Using frame semantics for classifying and summarizing application store reviews
1. Does the paper propose a new opinion mining approach?
Yes
2. Which opinion mining techniques are used (list all of them, clearly stating their name/reference)?
MARC-2.0: implementation done by authors Support Vector Machines (SVM), Naive Bayes (NB) Hybrid TF and Hybrid TF.IDF (Inouye and Kalita 2011), SumBasic (Nenkova and Vanderwende 2005), and LexRank (Erkan and Radev 2004)
3. Which opinion mining approaches in the paper are publicly available? Write down their name and links. If no approach is publicly available, leave it blank or None.
https://github.com/seelprojects/MARC-2.0
4. What is the main goal of the whole study?
to investigate the performance of semantic frames in classifying informative user reviews into various categories of actionable software maintenance requests, and evaluate the performance of multiple summarization algorithms in generating concise and representative summaries of informative reviews
5. What the researchers want to achieve by applying the technique(s) (e.g., calculate the sentiment polarity of app reviews)?
SVM, NB: to classify reviews into bug reports and feature requests Hybrid TF, Hybrid TF.IDF, SumBasic, and LexRank: to summarize reviews
6. Which dataset(s) the technique is applied on?
2912 reviews from 3 different sources
7. Is/Are the dataset(s) publicly available online? If yes, please indicate their name and links.
http://seel.cse.lsu.edu/data/emse18.zip
8. Is the application context (dataset or application domain) different from that for which the technique was originally designed?
classifier retrained and summarization approach unsupervised
9. Is the performance (precision, recall, run-time, etc.) of the technique verified? If yes, how did they verify it and what are the results?
for classification, 10-fold cross validation for summarization: comparing the automatically-generated summaries with human-generated summaries (ground-truth)

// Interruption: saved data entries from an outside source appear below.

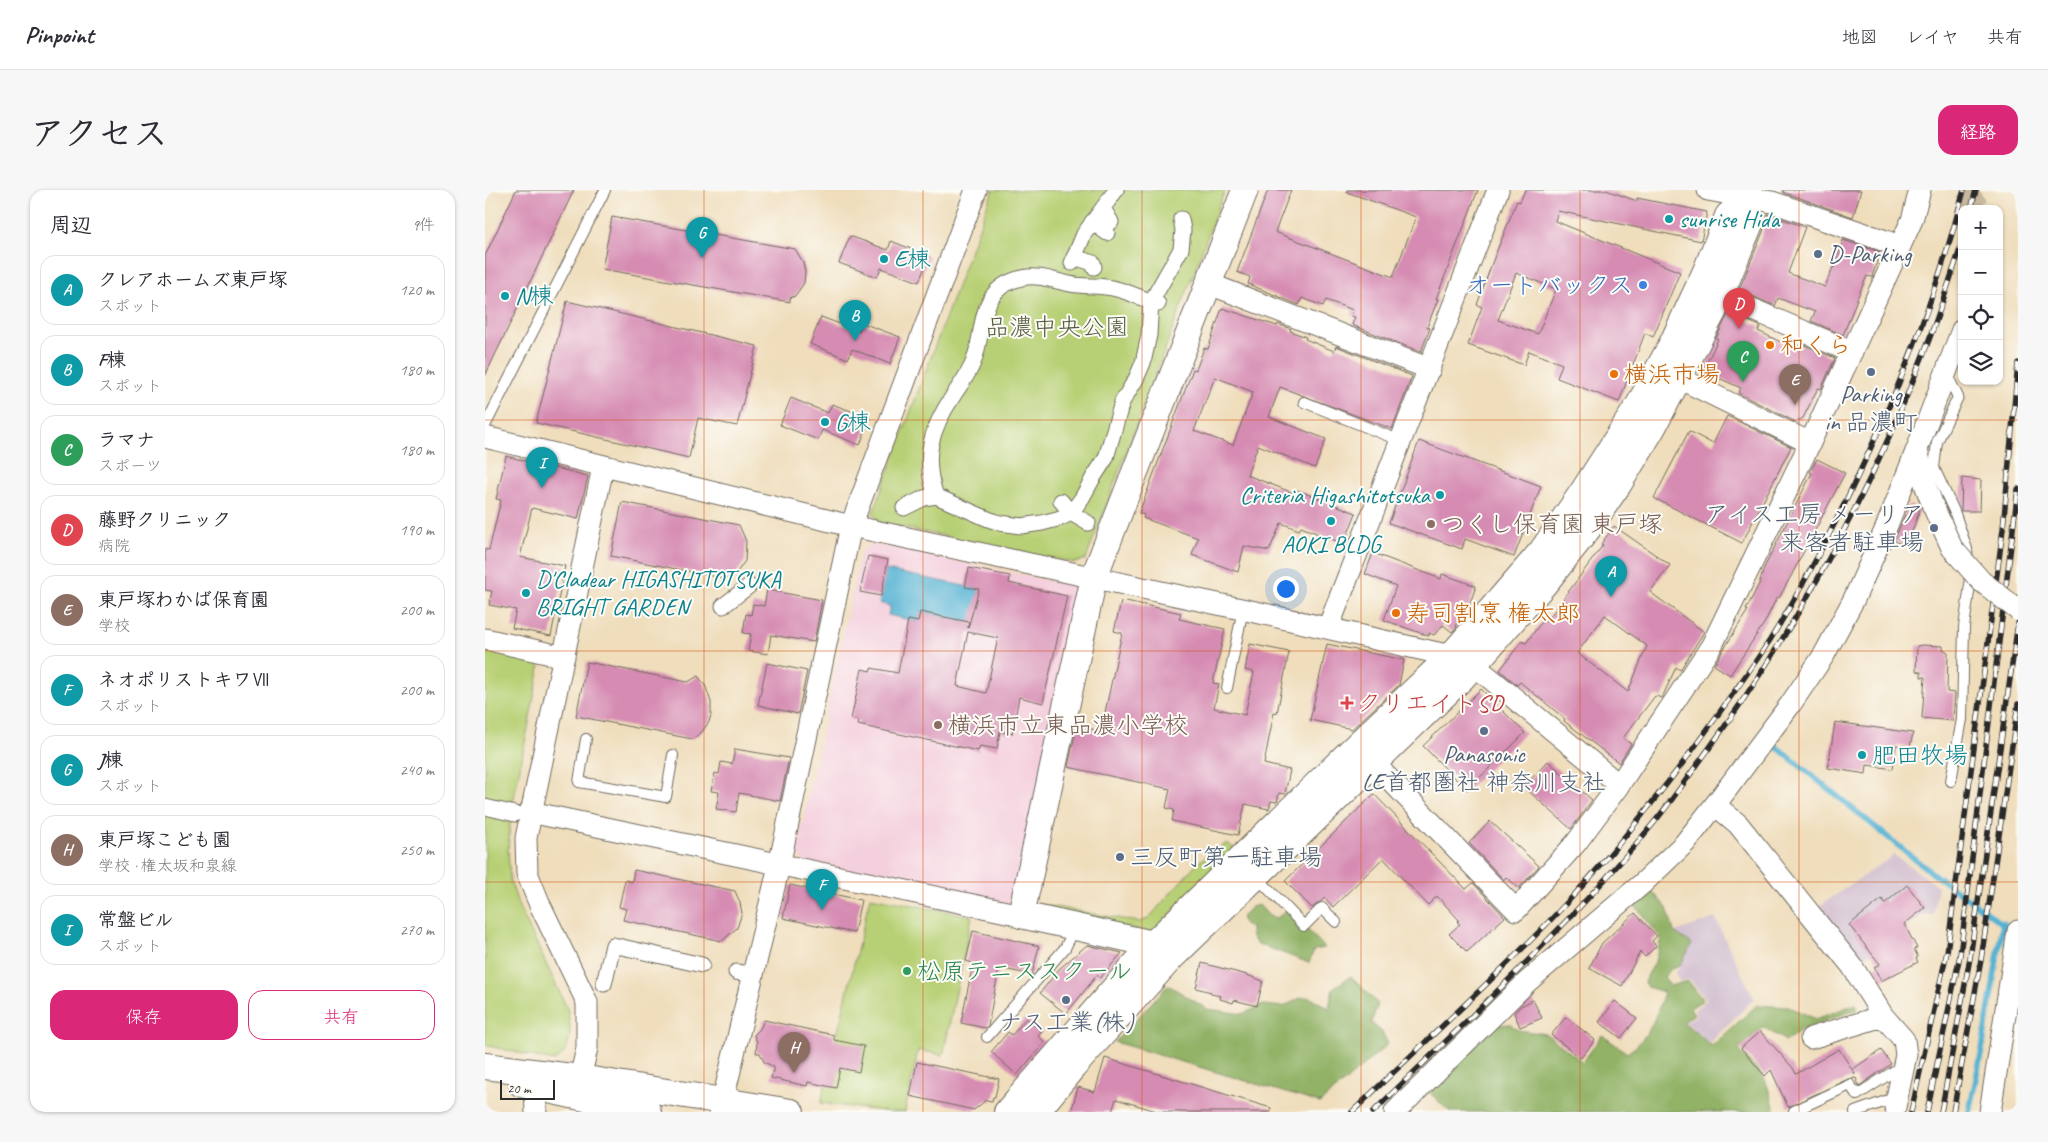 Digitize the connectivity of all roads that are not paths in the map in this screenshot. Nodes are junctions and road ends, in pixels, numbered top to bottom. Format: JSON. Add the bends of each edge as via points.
{"nodes":[{"id":1,"x":605,"y":190,"type":"edge"},
{"id":2,"x":976,"y":190,"type":"edge"},
{"id":3,"x":1116,"y":190,"type":"edge"},
{"id":4,"x":1245,"y":190,"type":"edge"},
{"id":5,"x":1498,"y":190,"type":"edge"},
{"id":6,"x":1708,"y":190,"type":"edge"},
{"id":7,"x":1920,"y":190,"type":"edge"},
{"id":8,"x":1748,"y":194,"type":"edge"},
{"id":9,"x":1103,"y":208,"type":"junction"},
{"id":10,"x":1181,"y":218,"type":"dead end"},
{"id":11,"x":1092,"y":222,"type":"junction"},
{"id":12,"x":1900,"y":246,"type":"junction"},
{"id":13,"x":1105,"y":281,"type":"junction"},
{"id":14,"x":1207,"y":284,"type":"junction"},
{"id":15,"x":1709,"y":291,"type":"junction"},
{"id":16,"x":1155,"y":303,"type":"junction"},
{"id":17,"x":1958,"y":340,"type":"edge"},
{"id":18,"x":1851,"y":352,"type":"junction"},
{"id":19,"x":1430,"y":369,"type":"junction"},
{"id":20,"x":1945,"y":371,"type":"junction"},
{"id":21,"x":1669,"y":373,"type":"junction"},
{"id":22,"x":1304,"y":402,"type":"dead end"},
{"id":23,"x":485,"y":426,"type":"edge"},
{"id":24,"x":485,"y":437,"type":"edge"},
{"id":25,"x":1401,"y":441,"type":"junction"},
{"id":26,"x":1810,"y":444,"type":"junction"},
{"id":27,"x":1917,"y":449,"type":"junction"},
{"id":28,"x":603,"y":467,"type":"junction"},
{"id":29,"x":936,"y":496,"type":"junction"},
{"id":30,"x":1066,"y":507,"type":"junction"},
{"id":31,"x":904,"y":508,"type":"dead end"},
{"id":32,"x":1088,"y":523,"type":"dead end"},
{"id":33,"x":851,"y":526,"type":"junction"},
{"id":34,"x":1095,"y":577,"type":"junction"},
{"id":35,"x":749,"y":586,"type":"dead end"},
{"id":36,"x":723,"y":606,"type":"dead end"},
{"id":37,"x":1243,"y":609,"type":"junction"},
{"id":38,"x":2018,"y":610,"type":"edge"},
{"id":39,"x":1328,"y":628,"type":"junction"},
{"id":40,"x":485,"y":639,"type":"edge"},
{"id":41,"x":564,"y":657,"type":"junction"},
{"id":42,"x":1463,"y":661,"type":"junction"},
{"id":43,"x":1227,"y":688,"type":"dead end"},
{"id":44,"x":586,"y":739,"type":"dead end"},
{"id":45,"x":1365,"y":754,"type":"junction"},
{"id":46,"x":673,"y":756,"type":"dead end"},
{"id":47,"x":1951,"y":781,"type":"dead end"},
{"id":48,"x":1619,"y":785,"type":"junction"},
{"id":49,"x":1715,"y":805,"type":"junction"},
{"id":50,"x":485,"y":807,"type":"edge"},
{"id":51,"x":523,"y":813,"type":"junction"},
{"id":52,"x":779,"y":866,"type":"junction"},
{"id":53,"x":1256,"y":876,"type":"junction"},
{"id":54,"x":1021,"y":915,"type":"junction"},
{"id":55,"x":1336,"y":922,"type":"dead end"},
{"id":56,"x":1075,"y":927,"type":"junction"},
{"id":57,"x":2018,"y":931,"type":"edge"},
{"id":58,"x":1162,"y":951,"type":"junction"},
{"id":59,"x":702,"y":965,"type":"dead end"},
{"id":60,"x":605,"y":984,"type":"dead end"},
{"id":61,"x":1883,"y":1016,"type":"junction"},
{"id":62,"x":987,"y":1037,"type":"dead end"},
{"id":63,"x":1811,"y":1038,"type":"dead end"},
{"id":64,"x":1905,"y":1064,"type":"junction"},
{"id":65,"x":485,"y":1066,"type":"edge"},
{"id":66,"x":485,"y":1073,"type":"edge"},
{"id":67,"x":578,"y":1088,"type":"junction"},
{"id":68,"x":535,"y":1100,"type":"edge"},
{"id":69,"x":1896,"y":1102,"type":"joint"},
{"id":70,"x":721,"y":1107,"type":"edge"},
{"id":71,"x":1793,"y":1111,"type":"edge"},
{"id":72,"x":648,"y":1112,"type":"edge"},
{"id":73,"x":791,"y":1112,"type":"edge"},
{"id":74,"x":1007,"y":1112,"type":"edge"},
{"id":75,"x":1036,"y":1112,"type":"edge"},
{"id":76,"x":1395,"y":1112,"type":"edge"},
{"id":77,"x":1855,"y":1112,"type":"edge"},
{"id":78,"x":1990,"y":1112,"type":"edge"}],
"edges":[{"from":1,"to":23,"type":"lane"},
{"from":2,"to":33,"type":"street"},
{"from":3,"to":9,"type":"street"},
{"from":4,"to":14,"type":"street"},
{"from":5,"to":19,"type":"street"},
{"from":6,"to":8,"type":"street"},
{"from":7,"to":12,"type":"street","via":[[1912,220]]},
{"from":8,"to":12,"type":"street"},
{"from":8,"to":15,"type":"street","via":[[1749,226]]},
{"from":9,"to":11,"type":"street"},
{"from":9,"to":11,"type":"street","via":[[1109,228]]},
{"from":10,"to":16,"type":"street","via":[[1181,249]]},
{"from":11,"to":13,"type":"street","via":[[1080,240],[1073,260],[1093,263]]},
{"from":12,"to":18,"type":"street"},
{"from":13,"to":16,"type":"street"},
{"from":13,"to":29,"type":"street","via":[[1081,287],[1033,276],[1021,278],[1002,287],[989,301],[973,363],[945,409],[931,442],[929,466]]},
{"from":14,"to":19,"type":"street"},
{"from":14,"to":34,"type":"street"},
{"from":15,"to":18,"type":"street"},
{"from":15,"to":21,"type":"street"},
{"from":16,"to":30,"type":"street","via":[[1143,363],[1137,380],[1122,402],[1106,458],[1082,498]]},
{"from":17,"to":20,"type":"street"},
{"from":18,"to":26,"type":"street"},
{"from":19,"to":25,"type":"street"},
{"from":20,"to":27,"type":"street"},
{"from":20,"to":47,"type":"lane","via":[[1958,398],[1937,442],[1934,468],[1967,549],[1970,585],[1964,626],[1962,719]]},
{"from":21,"to":26,"type":"street"},
{"from":21,"to":42,"type":"street","via":[[1640,403]]},
{"from":22,"to":25,"type":"lane"},
{"from":24,"to":28,"type":"street"},
{"from":25,"to":39,"type":"street"},
{"from":26,"to":48,"type":"street","via":[[1712,645]]},
{"from":27,"to":38,"type":"street","bridge":true,"via":[[1925,484],[1952,548],[1981,580]]},
{"from":27,"to":49,"type":"street","via":[[1878,546],[1824,655],[1791,705]]},
{"from":28,"to":33,"type":"street"},
{"from":28,"to":41,"type":"street"},
{"from":29,"to":30,"type":"street","via":[[1009,525],[1021,526],[1061,518]]},
{"from":29,"to":31,"type":"street"},
{"from":30,"to":32,"type":"street"},
{"from":33,"to":34,"type":"street"},
{"from":33,"to":52,"type":"street"},
{"from":34,"to":37,"type":"street"},
{"from":34,"to":54,"type":"street"},
{"from":35,"to":36,"type":"street"},
{"from":37,"to":39,"type":"street"},
{"from":37,"to":43,"type":"lane"},
{"from":39,"to":42,"type":"street"},
{"from":40,"to":41,"type":"street"},
{"from":41,"to":51,"type":"street"},
{"from":42,"to":45,"type":"street"},
{"from":42,"to":48,"type":"street"},
{"from":44,"to":46,"type":"lane","via":[[579,782],[666,797]]},
{"from":45,"to":48,"type":"street","via":[[1516,910],[1577,843]]},
{"from":45,"to":53,"type":"street"},
{"from":45,"to":58,"type":"street"},
{"from":49,"to":61,"type":"street","via":[[1738,824],[1846,959]]},
{"from":49,"to":76,"type":"street","via":[[1685,843],[1527,982]]},
{"from":50,"to":51,"type":"street"},
{"from":51,"to":52,"type":"street"},
{"from":51,"to":67,"type":"street","via":[[527,873],[587,1002],[587,1048]]},
{"from":52,"to":54,"type":"street"},
{"from":52,"to":70,"type":"street"},
{"from":53,"to":55,"type":"lane","via":[[1304,926],[1323,908]]},
{"from":53,"to":58,"type":"street"},
{"from":54,"to":56,"type":"street"},
{"from":56,"to":58,"type":"street"},
{"from":56,"to":62,"type":"lane","via":[[1065,948]]},
{"from":57,"to":78,"type":"street"},
{"from":58,"to":74,"type":"street"},
{"from":58,"to":75,"type":"street"},
{"from":59,"to":60,"type":"street","via":[[613,946]]},
{"from":61,"to":63,"type":"street"},
{"from":61,"to":64,"type":"street","via":[[1904,1040]]},
{"from":64,"to":69,"type":"street"},
{"from":64,"to":71,"type":"lane","via":[[1857,1095],[1850,1085]]},
{"from":65,"to":67,"type":"street"},
{"from":66,"to":68,"type":"street"},
{"from":67,"to":68,"type":"street"},
{"from":67,"to":70,"type":"street"},
{"from":67,"to":72,"type":"street"},
{"from":69,"to":77,"type":"lane"},
{"from":70,"to":73,"type":"street"}]}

10. Does the paper replicate the results of previous work? If yes, leave a summary of the findings (confirm/partially confirms/contradicts).
No
11. What success metrics are used?
for classification, Precision, recall, F1 for summarization: average term overlap between the human-generated, or reference, summaries and the various automatically generated summaries. evaluated on both BOW and BOF (bags-of-frame) representation
12. Write down any other comments/notes here.
-